### Dataset
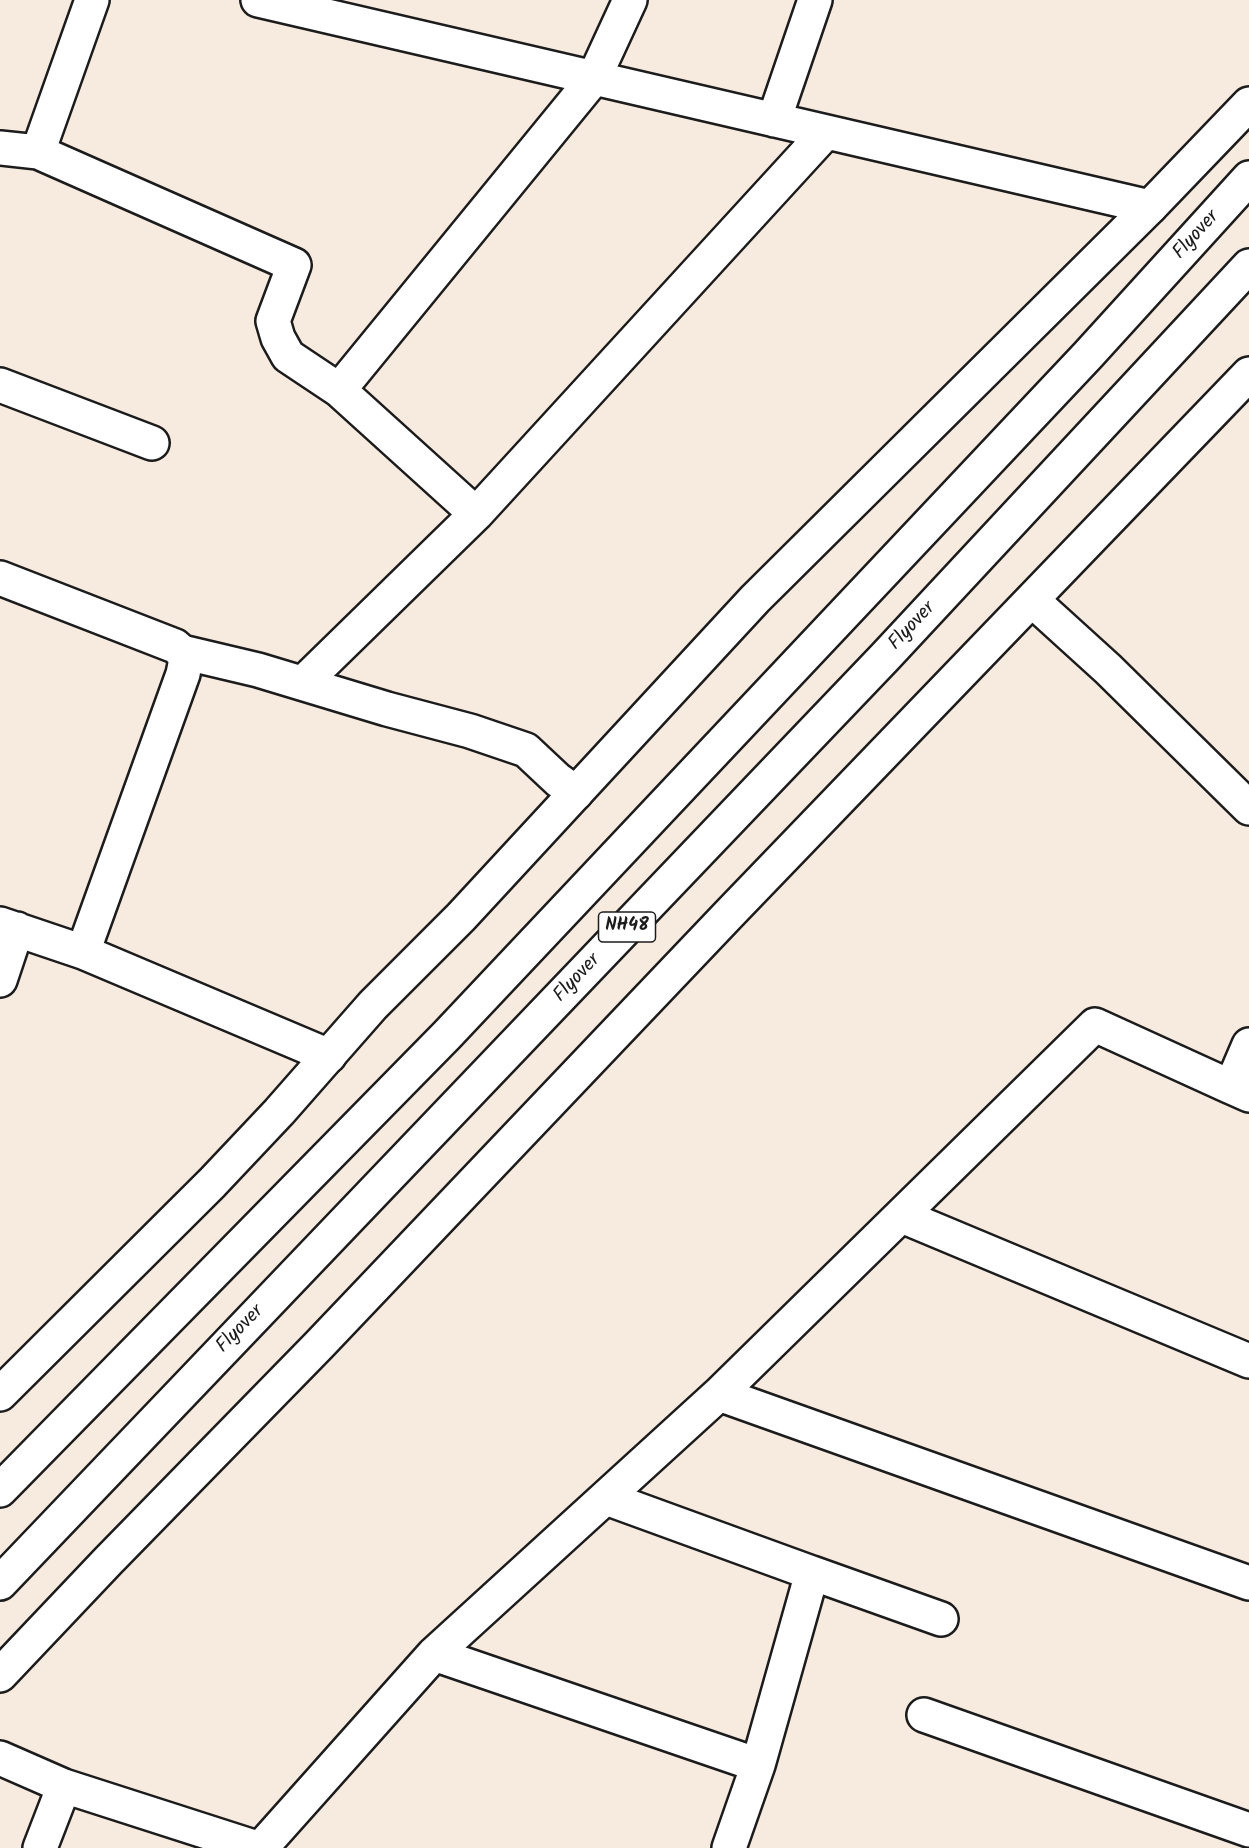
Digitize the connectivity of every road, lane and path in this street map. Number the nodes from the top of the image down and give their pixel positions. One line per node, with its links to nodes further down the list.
1 (92, 0): 11 (main road)
2 (258, 0): 5 (main road)
3 (630, 0): 6 (main road)
4 (815, 0): 8 (main road)
5 (310, 6): 6 (main road)
6 (594, 78): 8 (main road); 17 (main road)
7 (1249, 104): 13 (main road)
8 (774, 120): 9 (main road)
9 (826, 132): 13 (main road); 19 (main road)
10 (0, 148): 11 (main road)
11 (38, 152): 17 (main road)
12 (1249, 178): 36 (main road, Flyover / NH48)
13 (1150, 207): 24 (main road)
14 (1249, 266): 39 (main road, Flyover / NH48)
15 (1249, 374): 21 (main road)
16 (0, 385): 18 (main road)
17 (339, 390): 19 (main road)
18 (152, 442)
19 (476, 514): 23 (main road)
20 (0, 578): 22 (main road)
21 (1032, 600): 25 (main road); 43 (main road)
22 (182, 652): 23 (main road); 27 (main road)
23 (303, 683): 24 (main road)
24 (576, 794): 30 (main road)
25 (1249, 808)
26 (8, 927): 27 (main road); 28 (main road)
27 (83, 952): 30 (main road)
28 (0, 980)
29 (1249, 1045): 31 (main road)
30 (329, 1056): 34 (main road)
31 (1240, 1091): 32 (main road)
32 (902, 1216): 33 (main road); 35 (main road)
33 (1249, 1361)
34 (0, 1394)
35 (719, 1394): 37 (main road); 40 (main road)
36 (0, 1490)
37 (606, 1498): 38 (main road); 42 (main road)
38 (812, 1573): 41 (main road); 46 (main road)
39 (0, 1583)
40 (1249, 1583)
41 (941, 1619)
42 (434, 1654): 46 (main road); 51 (main road)
43 (0, 1675)
44 (924, 1715): 48 (main road)
45 (0, 1758): 47 (main road)
46 (758, 1765): 52 (main road)
47 (64, 1786): 49 (main road); 50 (main road)
48 (1249, 1830)
49 (219, 1843): 51 (main road)
50 (39, 1848)
51 (259, 1848)
52 (729, 1848)

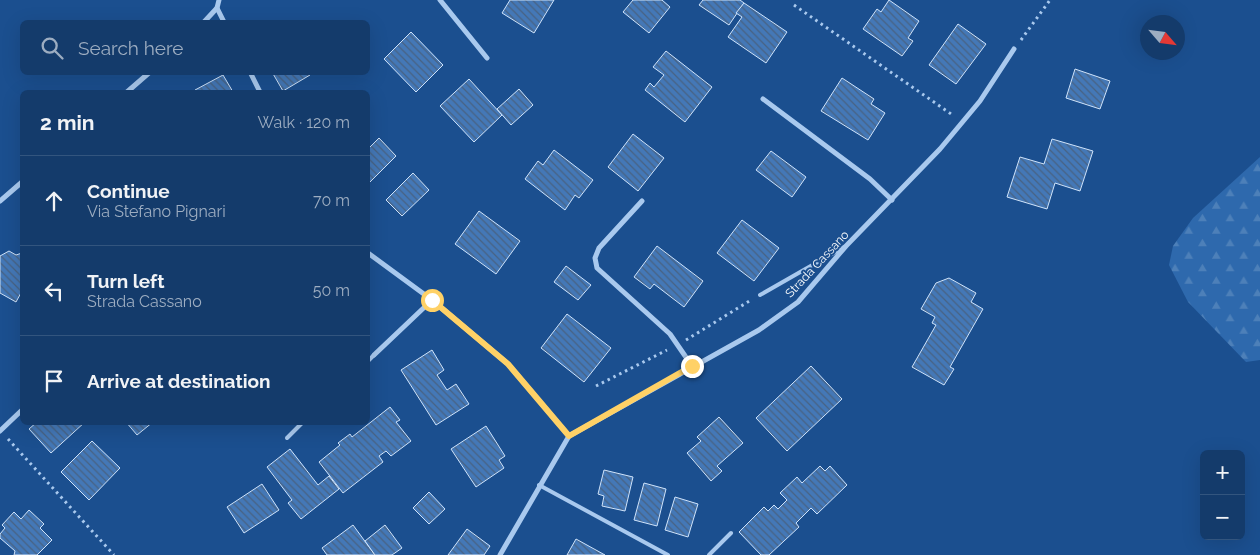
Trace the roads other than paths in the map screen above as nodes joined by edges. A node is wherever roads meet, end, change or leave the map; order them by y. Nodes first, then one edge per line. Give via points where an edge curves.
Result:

### What the exercise asks
Locate "Trace the roads" in the material, then quote the line that contains it and all lines after it through the final one.

### Task output
Trace the roads other than paths in the map screen above as nodes joined by edges. A node is wherever roads meet, end, change or leave the map; order them by y. Nodes first, then one edge per line. Give via points where an edge curves.
Result:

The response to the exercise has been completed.